The Lake Chad crisis

If we don’t use the right approach in addressing climate change in our society today it will mean more crisis – we won’t be able to find a convergent point.

Lake Chad was once known to be one of the largest lakes in Africa and its endorheic nature makes it highly sensitive to climatic change. It has been a source of livelihood to more than 30 million people in the region across Nigeria, Niger, Chad, Cameroon, and some Central African countries. Since the 1960s, the lake has been greatly affected by climate change and the pressure arising for human needs especially in the Sahel, another climate change hotspot. The shrinking capacity of the lake has led to the displacement of more than 10.7 million people away from their livelihoods thereby leading to food insecurity, poverty  and hunger (for more than 2.5 million people), and gender inequality (two-third of the population). These insecurities are in turn the weapon used by armed groups to recruit people. This is why insecurity has become the order of the day. If we don’t tackle climate change, we can’t tackle insecurity. This is the reason I won’t stop advocating for the restoration of Lake Chad as part of the solutions we need in Africa and the world at large.  

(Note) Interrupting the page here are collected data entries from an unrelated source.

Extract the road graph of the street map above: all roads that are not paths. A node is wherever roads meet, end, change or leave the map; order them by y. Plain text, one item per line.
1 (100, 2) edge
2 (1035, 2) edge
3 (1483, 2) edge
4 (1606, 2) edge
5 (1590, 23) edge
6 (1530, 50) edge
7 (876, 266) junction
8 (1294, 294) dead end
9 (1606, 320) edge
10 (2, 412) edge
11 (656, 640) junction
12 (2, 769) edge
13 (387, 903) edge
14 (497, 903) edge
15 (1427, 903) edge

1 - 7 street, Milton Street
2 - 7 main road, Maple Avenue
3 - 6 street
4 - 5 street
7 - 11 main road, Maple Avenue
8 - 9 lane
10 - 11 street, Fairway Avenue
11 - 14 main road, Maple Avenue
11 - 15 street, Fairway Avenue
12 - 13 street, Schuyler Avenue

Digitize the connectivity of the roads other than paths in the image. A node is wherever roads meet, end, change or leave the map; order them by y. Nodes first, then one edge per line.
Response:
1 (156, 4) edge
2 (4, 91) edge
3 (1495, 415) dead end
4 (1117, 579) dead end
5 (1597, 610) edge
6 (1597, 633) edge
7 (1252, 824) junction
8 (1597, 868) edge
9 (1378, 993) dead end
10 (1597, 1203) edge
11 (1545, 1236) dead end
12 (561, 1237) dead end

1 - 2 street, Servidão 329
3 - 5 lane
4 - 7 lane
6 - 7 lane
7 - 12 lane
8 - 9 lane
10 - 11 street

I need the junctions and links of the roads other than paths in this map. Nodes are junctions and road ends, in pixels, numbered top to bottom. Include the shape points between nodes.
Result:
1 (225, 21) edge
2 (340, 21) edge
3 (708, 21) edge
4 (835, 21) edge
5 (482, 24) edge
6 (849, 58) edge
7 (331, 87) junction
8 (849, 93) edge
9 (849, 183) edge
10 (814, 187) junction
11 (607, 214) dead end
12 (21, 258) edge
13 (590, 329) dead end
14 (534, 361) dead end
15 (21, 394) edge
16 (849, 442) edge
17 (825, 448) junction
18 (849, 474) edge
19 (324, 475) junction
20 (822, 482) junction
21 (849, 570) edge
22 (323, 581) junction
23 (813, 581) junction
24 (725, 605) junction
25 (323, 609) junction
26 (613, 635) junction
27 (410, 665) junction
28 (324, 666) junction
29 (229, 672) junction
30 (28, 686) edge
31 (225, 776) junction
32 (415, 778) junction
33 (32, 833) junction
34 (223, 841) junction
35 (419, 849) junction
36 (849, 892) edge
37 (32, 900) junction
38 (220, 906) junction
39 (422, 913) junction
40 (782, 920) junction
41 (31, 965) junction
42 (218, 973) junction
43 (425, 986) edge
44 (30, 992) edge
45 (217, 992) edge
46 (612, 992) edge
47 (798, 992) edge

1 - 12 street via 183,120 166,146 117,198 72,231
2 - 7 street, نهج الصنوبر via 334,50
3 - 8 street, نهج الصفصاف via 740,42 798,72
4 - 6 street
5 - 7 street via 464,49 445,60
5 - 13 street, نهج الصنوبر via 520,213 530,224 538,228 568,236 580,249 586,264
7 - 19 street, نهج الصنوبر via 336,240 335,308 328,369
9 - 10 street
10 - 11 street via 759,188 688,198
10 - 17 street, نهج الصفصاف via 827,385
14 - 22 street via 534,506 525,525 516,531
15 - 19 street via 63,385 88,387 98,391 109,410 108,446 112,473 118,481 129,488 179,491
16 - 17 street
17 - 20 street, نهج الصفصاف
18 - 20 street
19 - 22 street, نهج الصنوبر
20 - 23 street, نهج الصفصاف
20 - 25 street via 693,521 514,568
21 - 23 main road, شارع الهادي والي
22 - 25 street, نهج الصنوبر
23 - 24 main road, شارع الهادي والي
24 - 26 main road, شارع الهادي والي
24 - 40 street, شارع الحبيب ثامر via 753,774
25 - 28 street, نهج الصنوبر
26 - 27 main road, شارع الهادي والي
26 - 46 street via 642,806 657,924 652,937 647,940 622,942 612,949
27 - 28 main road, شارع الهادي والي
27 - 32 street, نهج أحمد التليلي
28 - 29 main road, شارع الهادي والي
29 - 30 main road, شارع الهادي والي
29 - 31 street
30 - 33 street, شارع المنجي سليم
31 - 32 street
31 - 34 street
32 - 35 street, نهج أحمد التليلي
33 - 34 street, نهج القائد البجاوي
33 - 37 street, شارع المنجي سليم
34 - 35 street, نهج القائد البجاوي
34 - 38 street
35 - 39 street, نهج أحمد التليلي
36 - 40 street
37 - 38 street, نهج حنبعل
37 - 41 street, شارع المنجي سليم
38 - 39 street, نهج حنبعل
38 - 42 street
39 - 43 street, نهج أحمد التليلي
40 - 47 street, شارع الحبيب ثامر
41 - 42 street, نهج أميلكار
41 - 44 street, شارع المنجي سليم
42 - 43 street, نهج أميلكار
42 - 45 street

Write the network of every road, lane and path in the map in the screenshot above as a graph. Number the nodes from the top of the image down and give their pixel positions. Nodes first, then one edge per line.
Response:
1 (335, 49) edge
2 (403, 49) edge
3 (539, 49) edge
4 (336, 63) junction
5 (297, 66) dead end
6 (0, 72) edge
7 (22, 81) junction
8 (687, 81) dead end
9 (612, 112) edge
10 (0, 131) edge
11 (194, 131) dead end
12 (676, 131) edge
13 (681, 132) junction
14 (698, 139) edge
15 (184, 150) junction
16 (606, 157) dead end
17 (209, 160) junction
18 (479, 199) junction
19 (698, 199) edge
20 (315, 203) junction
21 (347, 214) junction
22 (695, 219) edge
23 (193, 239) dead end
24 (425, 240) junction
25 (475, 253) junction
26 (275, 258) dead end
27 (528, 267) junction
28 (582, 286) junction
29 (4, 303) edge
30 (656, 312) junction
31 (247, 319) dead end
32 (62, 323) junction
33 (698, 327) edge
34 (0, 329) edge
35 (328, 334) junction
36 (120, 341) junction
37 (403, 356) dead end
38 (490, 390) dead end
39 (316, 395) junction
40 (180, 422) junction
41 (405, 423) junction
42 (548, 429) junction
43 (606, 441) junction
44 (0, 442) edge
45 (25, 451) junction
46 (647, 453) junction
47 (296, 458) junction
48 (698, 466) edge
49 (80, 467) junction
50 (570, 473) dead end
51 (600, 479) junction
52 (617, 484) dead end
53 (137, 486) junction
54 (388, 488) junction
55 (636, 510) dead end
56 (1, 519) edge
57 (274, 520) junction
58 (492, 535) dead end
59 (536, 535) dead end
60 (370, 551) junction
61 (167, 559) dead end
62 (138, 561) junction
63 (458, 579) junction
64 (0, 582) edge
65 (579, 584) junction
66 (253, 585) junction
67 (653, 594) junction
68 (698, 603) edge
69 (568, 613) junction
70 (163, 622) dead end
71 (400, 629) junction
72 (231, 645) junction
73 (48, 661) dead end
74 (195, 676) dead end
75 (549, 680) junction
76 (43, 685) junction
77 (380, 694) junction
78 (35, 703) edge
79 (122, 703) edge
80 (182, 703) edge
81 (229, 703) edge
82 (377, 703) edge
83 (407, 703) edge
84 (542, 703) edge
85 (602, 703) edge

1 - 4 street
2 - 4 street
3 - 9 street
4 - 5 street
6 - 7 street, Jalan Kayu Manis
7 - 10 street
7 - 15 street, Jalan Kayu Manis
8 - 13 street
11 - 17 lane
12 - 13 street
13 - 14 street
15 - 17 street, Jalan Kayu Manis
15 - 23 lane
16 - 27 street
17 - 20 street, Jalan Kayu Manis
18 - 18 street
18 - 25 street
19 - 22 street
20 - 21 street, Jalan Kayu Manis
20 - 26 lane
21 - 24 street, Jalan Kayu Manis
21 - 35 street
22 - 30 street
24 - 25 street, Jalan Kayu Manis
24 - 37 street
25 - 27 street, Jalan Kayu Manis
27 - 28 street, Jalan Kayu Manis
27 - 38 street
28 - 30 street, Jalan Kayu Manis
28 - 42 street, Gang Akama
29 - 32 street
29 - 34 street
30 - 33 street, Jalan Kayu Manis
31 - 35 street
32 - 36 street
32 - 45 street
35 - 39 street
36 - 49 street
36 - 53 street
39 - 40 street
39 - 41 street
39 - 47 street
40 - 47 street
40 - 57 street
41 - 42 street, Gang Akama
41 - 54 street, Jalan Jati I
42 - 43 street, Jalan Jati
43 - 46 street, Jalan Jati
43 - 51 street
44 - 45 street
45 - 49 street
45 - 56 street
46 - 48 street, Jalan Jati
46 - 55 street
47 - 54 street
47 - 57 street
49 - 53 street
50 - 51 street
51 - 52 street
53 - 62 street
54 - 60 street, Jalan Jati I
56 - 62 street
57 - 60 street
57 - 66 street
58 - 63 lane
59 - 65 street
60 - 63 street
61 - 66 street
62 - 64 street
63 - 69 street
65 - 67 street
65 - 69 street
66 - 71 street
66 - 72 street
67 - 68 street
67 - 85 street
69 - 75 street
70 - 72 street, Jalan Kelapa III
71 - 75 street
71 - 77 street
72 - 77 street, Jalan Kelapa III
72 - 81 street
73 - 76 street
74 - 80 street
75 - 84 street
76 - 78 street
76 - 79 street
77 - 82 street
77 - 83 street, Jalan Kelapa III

If we don’t use the right approach in addressing climate change in our society today it will mean more crisis – we won’t be able to find a convergent point. One thing that remains a potential trigger of insecurity anywhere is when livelihoods are undermined by climate change. According to the research conducted by the Institute for Security Studies Office for West Africa, ''many who joined extremist groups in the region did so for economic reasons''. Africa bears the brunt of climate change crises; the climate crisis disproportionately affects us.

According to the Intergovernmental Panel on Climate Change, human security will be progressively threatened as the climate changes “because it undermines livelihoods, compromises culture and individual identity, increases migration that people would rather have avoided, and it can undermine the ability of states to provide the conditions necessary for human security". This is why we (I Lead Climate) will keep advocating for basic human rights and the restoration of Lake Chad as part of the solution that will end the violence in Sahel and its region. Wider climate education is also essential. It is because we lack climate education as a fundamental basis for creating the change we want in our world today, that we are mistaking climate action for military action. We will keep working with all relevant stakeholders to keep our world sustainable for all.

 

 

Adenike Oladasu is a first-class graduate of Agricultural Economics from the Federal University of Agriculture Makurdi, a climate and community activist in Nigeria, and the founder of I Lead Climate. In 2019 she was recognised by Amnesty International as Ambassador of Conscience in Nigeria and selected as one of thousands of young people to attend the first UN youth climate summit. She also attended COP25 as a Nigerian youth delegate on climate finance, where she spoke at a continental press conference as an African youth representative. She has also been invited to attend several conferences including the World Economic Forum and the United Nations Youth Climate Summit.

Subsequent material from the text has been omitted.